Note that declaration for customer_id is different to something like:

        fullName :: r{ firstName, lastName :: String } => r -> String   -- yes, an explicit record constraint,
                                                                 -- but: field name(s) different to the declared function
                                                                 -- field type not nec. same as the function's result

The program must provide a binding.

Except ... (sober reflection): Did that just re-open the back door to the abstraction?

       e{ x = True } ===> set (undefined ::: "x") True e       -- desugarred to use a String Kind

?I didn't need e's record type in scope nor its field x to call set.

So I can break the abstraction by updating a record/field I can't even get ?? Perhaps the desugarring should be:

                ===> set (undefined ::: "x")
                         (True `asTypeOf` x (set (undefined ::: "x") True e))
                                      -- ^^^ make sure the selector function is in scope (and with the right types inferencable)
                         e                                     --         yeuch!! hack with bells on 

Also, without the signature for customer_id, I don't know its result type. So I can't cleanly generate type instances for GetResult. (That is, I'd generate a type instance for each record type it appears in, with every one returning result Int.)

Should get have a Proxy argument? (and should set ?)

"This choice does not make a major difference either way." [SPJ]. DORF likewise doesn't care. The prototype does use a Proxy argument, because it's implemented using types not Kinds, and GHC doesn't (yet) have type application.

Higher Rank Types and Type Functions

DORF follows SORF in using a "functional-dependency-like mechanism (but using equalities) " to manage the type inference for Has/get/set.

Virtual record selectors

Are a valuable feature, and particularly valuable because they 'look' just like record field selectors. DORF supports them as ordinary (overloaded) functions, defined in terms of field selectors (so that their types are inferred to need the records/fields).

Under DORF, virtual record selectors do not need Has instances, so don't run into the problem of what to do about the definition for set.

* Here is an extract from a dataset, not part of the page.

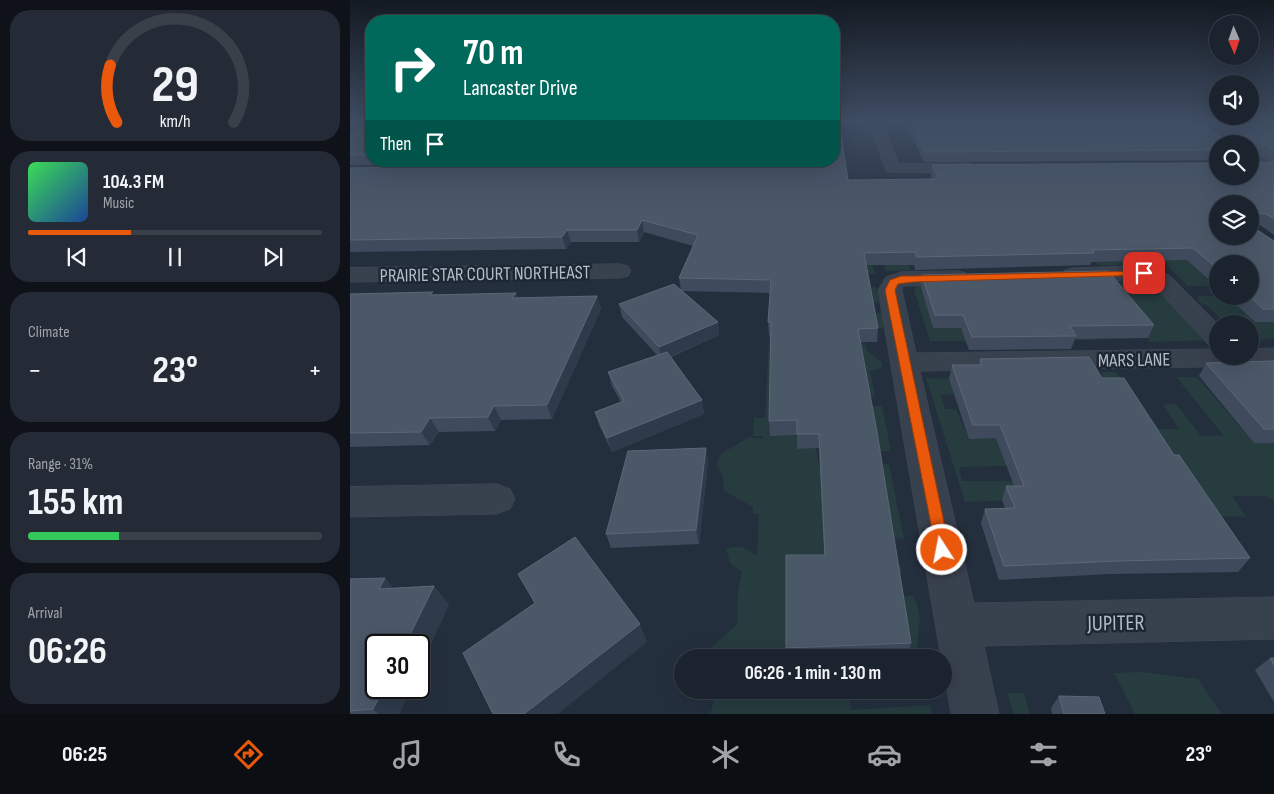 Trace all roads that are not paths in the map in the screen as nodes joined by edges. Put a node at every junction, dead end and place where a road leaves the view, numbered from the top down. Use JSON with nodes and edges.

(Perhaps DORF has a contrary problem: what if we do want a set for a virtual field? -- for example to update a fullName into firstName and lastName. There's food for thought in Wadler's original paper that led to View Patterns "Views: A way for pattern matching to cohabit with data abstraction" [1987], 4. "Viewing a complex number in cartesian and polar coordinates". We may want our implementation of complex to be abstract. We provide (pseudo-) fields to select the coordinates. Then they're ever-so like methods for an (abstract) object. Also we want the (pseudo-) fields to be updatable, which means we need an instance for Has/get/set for fields that are not explicit in the record.)

Selectors as functions

We need to support H98-style record selectors. One of the design objectives for DORF is that field selectors continue to be functions, just as H98. (The difference is that DORF's are overloaded whereas H98's are monomorphic.) You can use dot notation with H98 field selectors without changing the H98 record definition.

Representation hiding

See the discussion under No Mono Record Fields. SORF has an issue, because (in effect) it needs to control export of instances. "Solving this issue is important" [SPJ]. DORF doesn't have this issue, because the field selector is just a function, so the module system can control its visibility, as usual.

Syntax - The dot notation

DORF pretty much agrees with SORF, including in keeping it simple by not supporting part-applied dot. Note that DORF does not rely on dot notation whatsoever -- it's purely syntactic sugar for function application. See Dot as Postfix Function Apply

Syntax - Syntactic sugar for Has

SPJ is spot-on. DORF follows SORF.

Record updates

DORF follows SORF in having a set method within class Has. It's definition and instances are tricky, to support changing the type [] of records/fields, and higher-ranked fields.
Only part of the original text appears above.